Available data:

.....

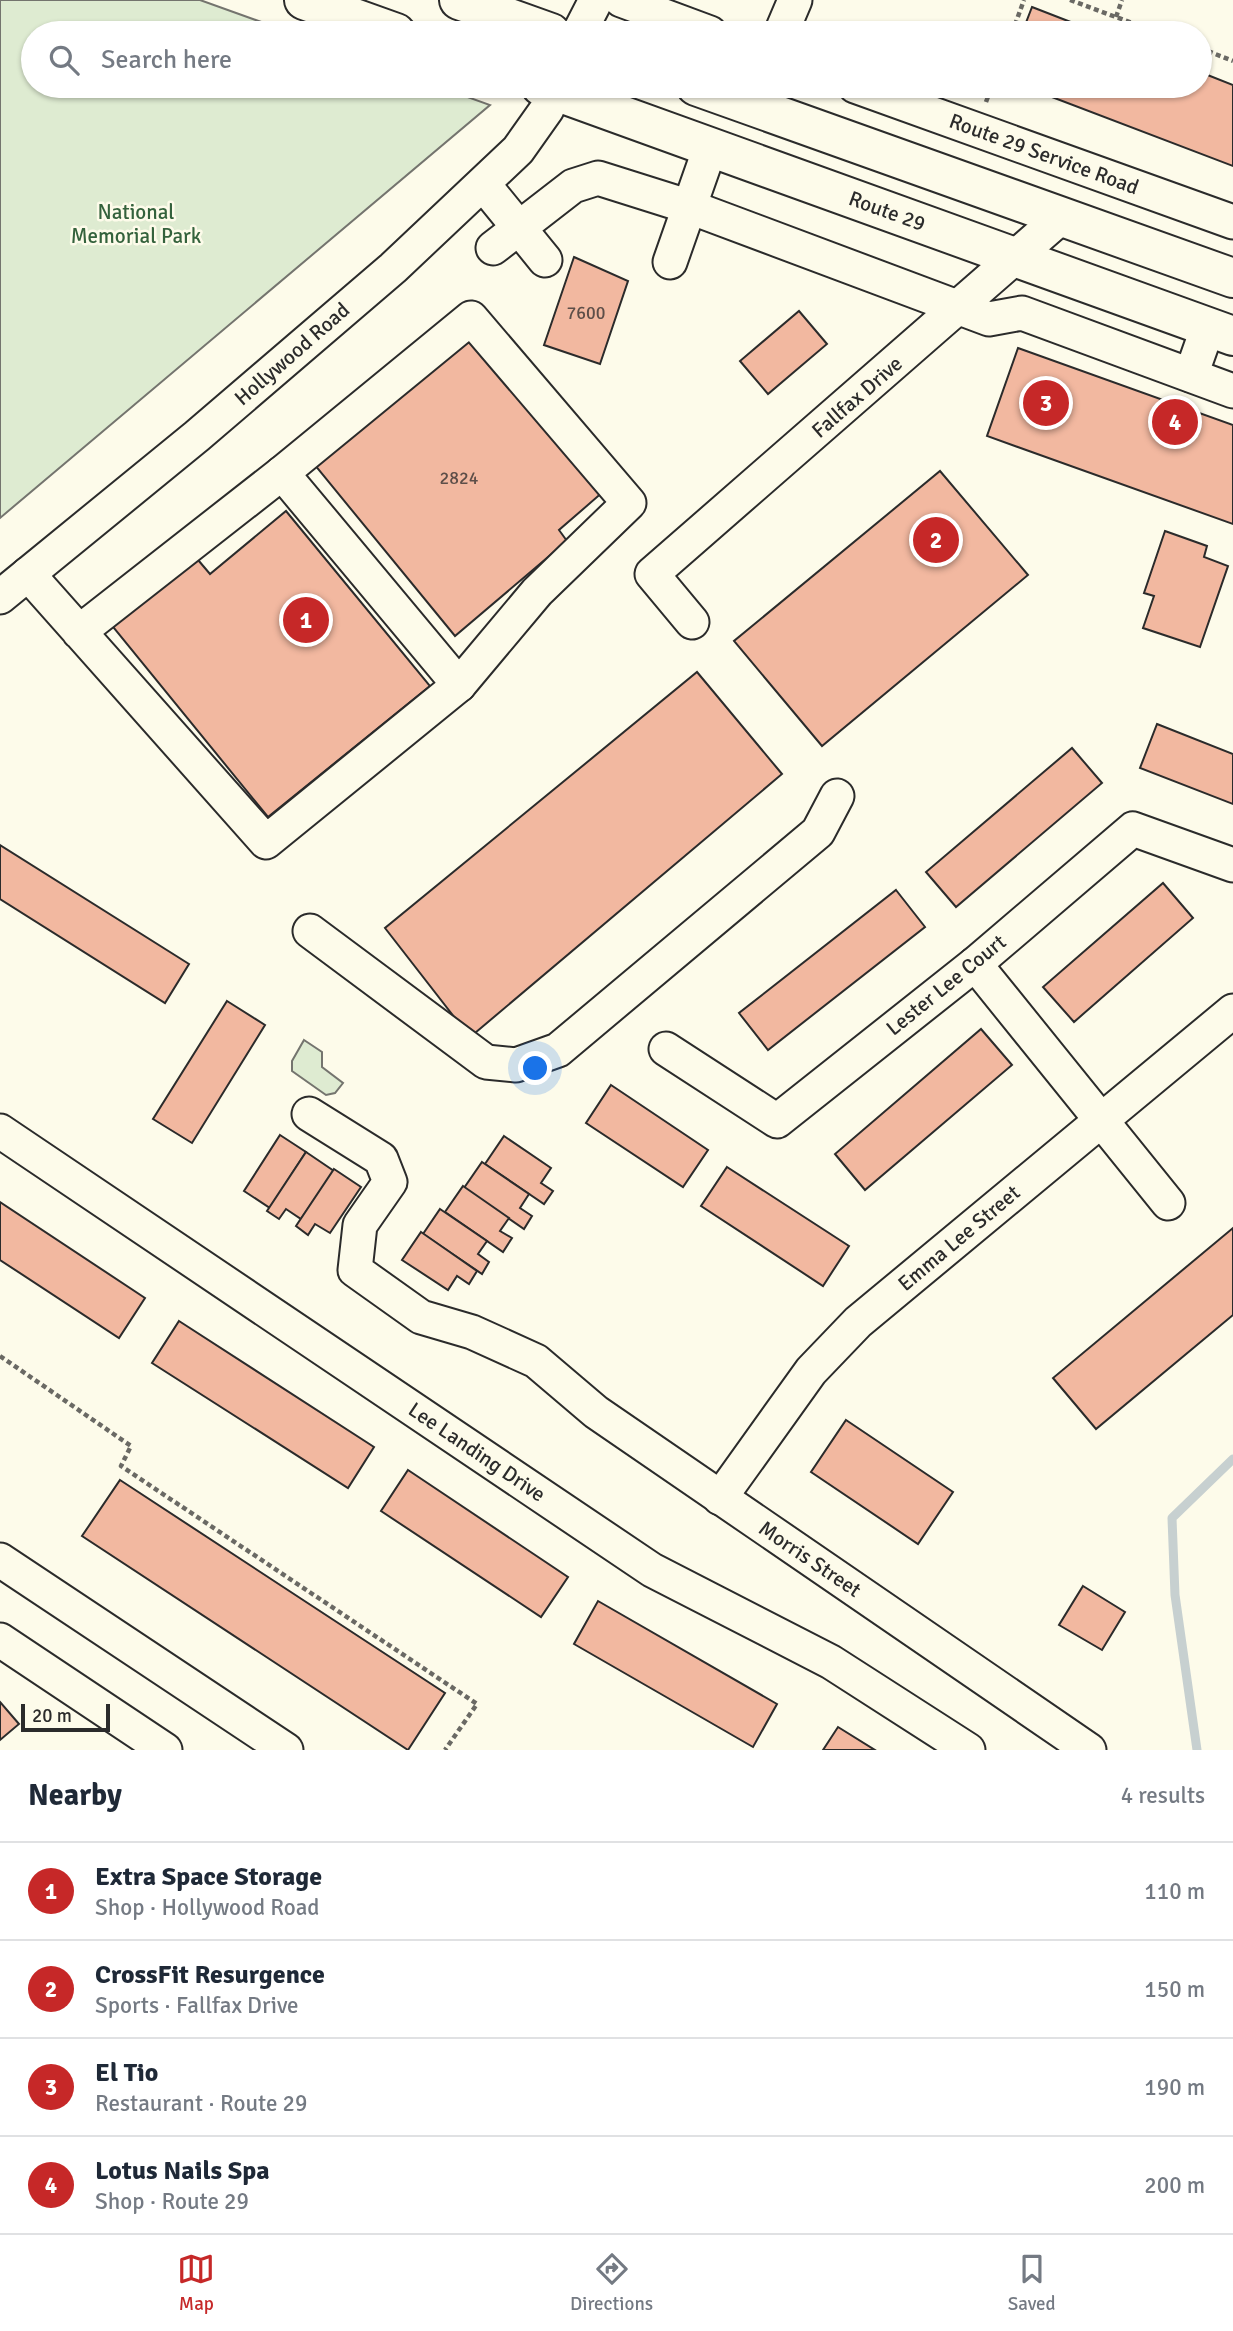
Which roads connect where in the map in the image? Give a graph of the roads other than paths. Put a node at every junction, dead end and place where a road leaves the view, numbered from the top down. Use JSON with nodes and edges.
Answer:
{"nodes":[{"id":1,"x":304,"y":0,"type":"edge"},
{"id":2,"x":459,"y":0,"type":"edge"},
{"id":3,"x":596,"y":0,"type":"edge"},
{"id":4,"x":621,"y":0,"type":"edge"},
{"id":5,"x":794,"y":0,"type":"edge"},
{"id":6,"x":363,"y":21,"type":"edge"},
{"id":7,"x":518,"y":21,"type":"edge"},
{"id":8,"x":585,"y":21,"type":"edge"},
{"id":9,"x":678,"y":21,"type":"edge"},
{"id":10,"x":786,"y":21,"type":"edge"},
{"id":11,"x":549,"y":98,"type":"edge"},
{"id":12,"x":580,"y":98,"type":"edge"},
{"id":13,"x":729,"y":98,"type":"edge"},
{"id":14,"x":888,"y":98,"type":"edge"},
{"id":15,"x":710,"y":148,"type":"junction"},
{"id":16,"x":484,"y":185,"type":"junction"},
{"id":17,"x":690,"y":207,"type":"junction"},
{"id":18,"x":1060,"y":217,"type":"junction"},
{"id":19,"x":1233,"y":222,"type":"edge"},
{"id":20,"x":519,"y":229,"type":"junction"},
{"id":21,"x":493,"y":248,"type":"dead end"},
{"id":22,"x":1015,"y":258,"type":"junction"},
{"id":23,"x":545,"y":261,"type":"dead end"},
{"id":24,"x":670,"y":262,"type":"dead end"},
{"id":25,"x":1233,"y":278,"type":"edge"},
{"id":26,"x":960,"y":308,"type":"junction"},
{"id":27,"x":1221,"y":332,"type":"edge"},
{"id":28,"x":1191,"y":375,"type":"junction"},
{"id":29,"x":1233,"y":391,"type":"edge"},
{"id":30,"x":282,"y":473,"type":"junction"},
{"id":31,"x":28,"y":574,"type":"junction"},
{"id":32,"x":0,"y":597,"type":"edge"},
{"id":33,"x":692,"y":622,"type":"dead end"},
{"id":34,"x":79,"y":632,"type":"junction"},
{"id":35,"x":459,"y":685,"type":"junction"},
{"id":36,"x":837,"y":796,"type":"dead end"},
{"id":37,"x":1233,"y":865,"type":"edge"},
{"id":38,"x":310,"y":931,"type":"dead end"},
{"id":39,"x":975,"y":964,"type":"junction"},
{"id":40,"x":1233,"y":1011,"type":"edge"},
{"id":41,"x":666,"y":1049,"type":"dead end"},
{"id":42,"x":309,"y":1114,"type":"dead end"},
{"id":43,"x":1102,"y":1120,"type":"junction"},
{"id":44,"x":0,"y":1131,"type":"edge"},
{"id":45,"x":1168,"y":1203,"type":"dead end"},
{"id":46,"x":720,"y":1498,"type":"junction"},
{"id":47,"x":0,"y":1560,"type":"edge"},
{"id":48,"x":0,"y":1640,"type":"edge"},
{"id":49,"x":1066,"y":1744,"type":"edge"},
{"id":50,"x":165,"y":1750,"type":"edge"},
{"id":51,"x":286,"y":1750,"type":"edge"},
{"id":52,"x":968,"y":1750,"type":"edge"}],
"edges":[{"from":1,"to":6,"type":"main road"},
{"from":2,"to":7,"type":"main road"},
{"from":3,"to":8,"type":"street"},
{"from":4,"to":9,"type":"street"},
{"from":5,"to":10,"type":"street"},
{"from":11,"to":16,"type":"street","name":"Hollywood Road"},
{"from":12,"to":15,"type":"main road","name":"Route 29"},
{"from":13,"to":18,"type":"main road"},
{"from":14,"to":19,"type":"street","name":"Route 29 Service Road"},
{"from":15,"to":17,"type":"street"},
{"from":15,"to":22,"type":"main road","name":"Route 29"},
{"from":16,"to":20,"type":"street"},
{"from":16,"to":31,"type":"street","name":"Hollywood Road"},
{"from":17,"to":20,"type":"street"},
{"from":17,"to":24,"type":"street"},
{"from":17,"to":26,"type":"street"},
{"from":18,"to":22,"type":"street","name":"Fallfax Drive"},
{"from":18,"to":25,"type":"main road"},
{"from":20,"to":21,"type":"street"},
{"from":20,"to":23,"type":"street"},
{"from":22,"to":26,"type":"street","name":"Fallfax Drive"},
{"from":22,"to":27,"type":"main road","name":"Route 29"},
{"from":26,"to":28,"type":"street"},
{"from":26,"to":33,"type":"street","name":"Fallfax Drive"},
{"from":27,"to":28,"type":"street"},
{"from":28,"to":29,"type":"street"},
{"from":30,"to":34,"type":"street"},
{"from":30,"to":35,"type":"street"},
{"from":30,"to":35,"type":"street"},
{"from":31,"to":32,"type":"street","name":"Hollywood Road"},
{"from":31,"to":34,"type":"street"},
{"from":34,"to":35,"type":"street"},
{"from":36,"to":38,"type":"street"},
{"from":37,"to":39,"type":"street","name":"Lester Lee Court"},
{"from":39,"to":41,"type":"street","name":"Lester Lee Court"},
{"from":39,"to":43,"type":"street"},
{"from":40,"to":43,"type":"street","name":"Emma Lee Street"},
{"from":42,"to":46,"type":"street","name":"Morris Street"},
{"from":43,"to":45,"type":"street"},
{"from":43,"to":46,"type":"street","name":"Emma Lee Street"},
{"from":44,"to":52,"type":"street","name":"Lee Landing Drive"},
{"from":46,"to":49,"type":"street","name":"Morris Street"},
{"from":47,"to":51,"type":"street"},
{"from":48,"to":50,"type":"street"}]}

.....

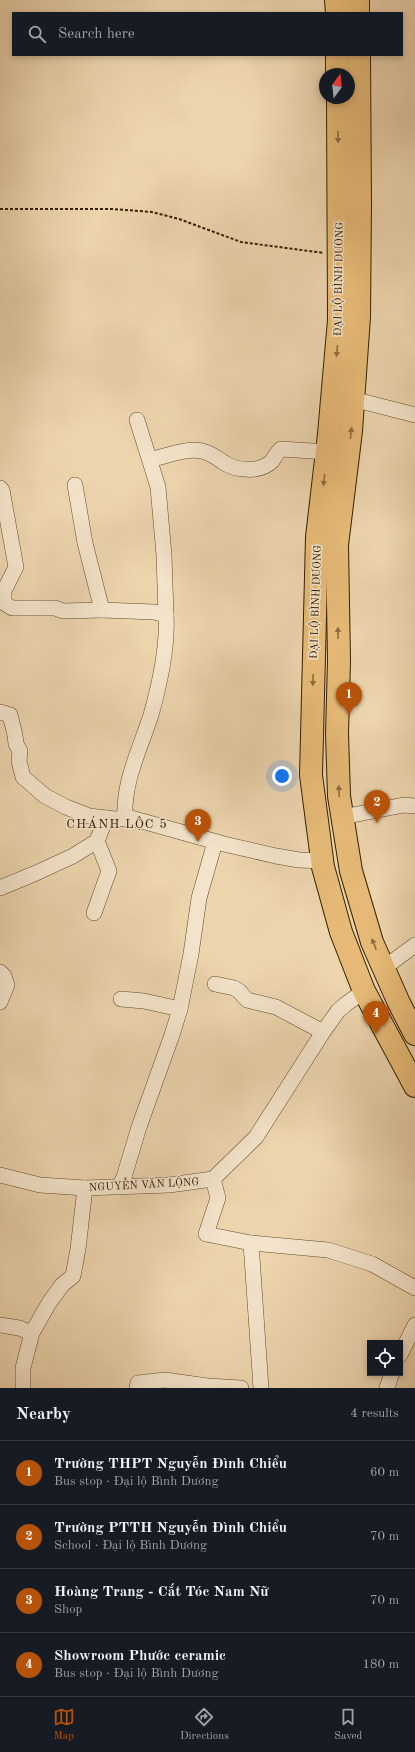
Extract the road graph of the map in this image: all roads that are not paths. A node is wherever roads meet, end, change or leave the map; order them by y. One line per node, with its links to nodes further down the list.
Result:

.....

Assignment:
Of the lines above, copy each one that contains the word "with".

Task answer:
Which roads connect where in the map in the image? Give a graph of the roads other than paths. Put a node at every junction, dead end and place where a road leaves the view, numbered from the top down. Use JSON with nodes and edges.
Extract the road graph of the map in this image: all roads that are not paths. A node is wherever roads meet, end, change or leave the map; order them by y. One line per node, with its links to nodes further down the list.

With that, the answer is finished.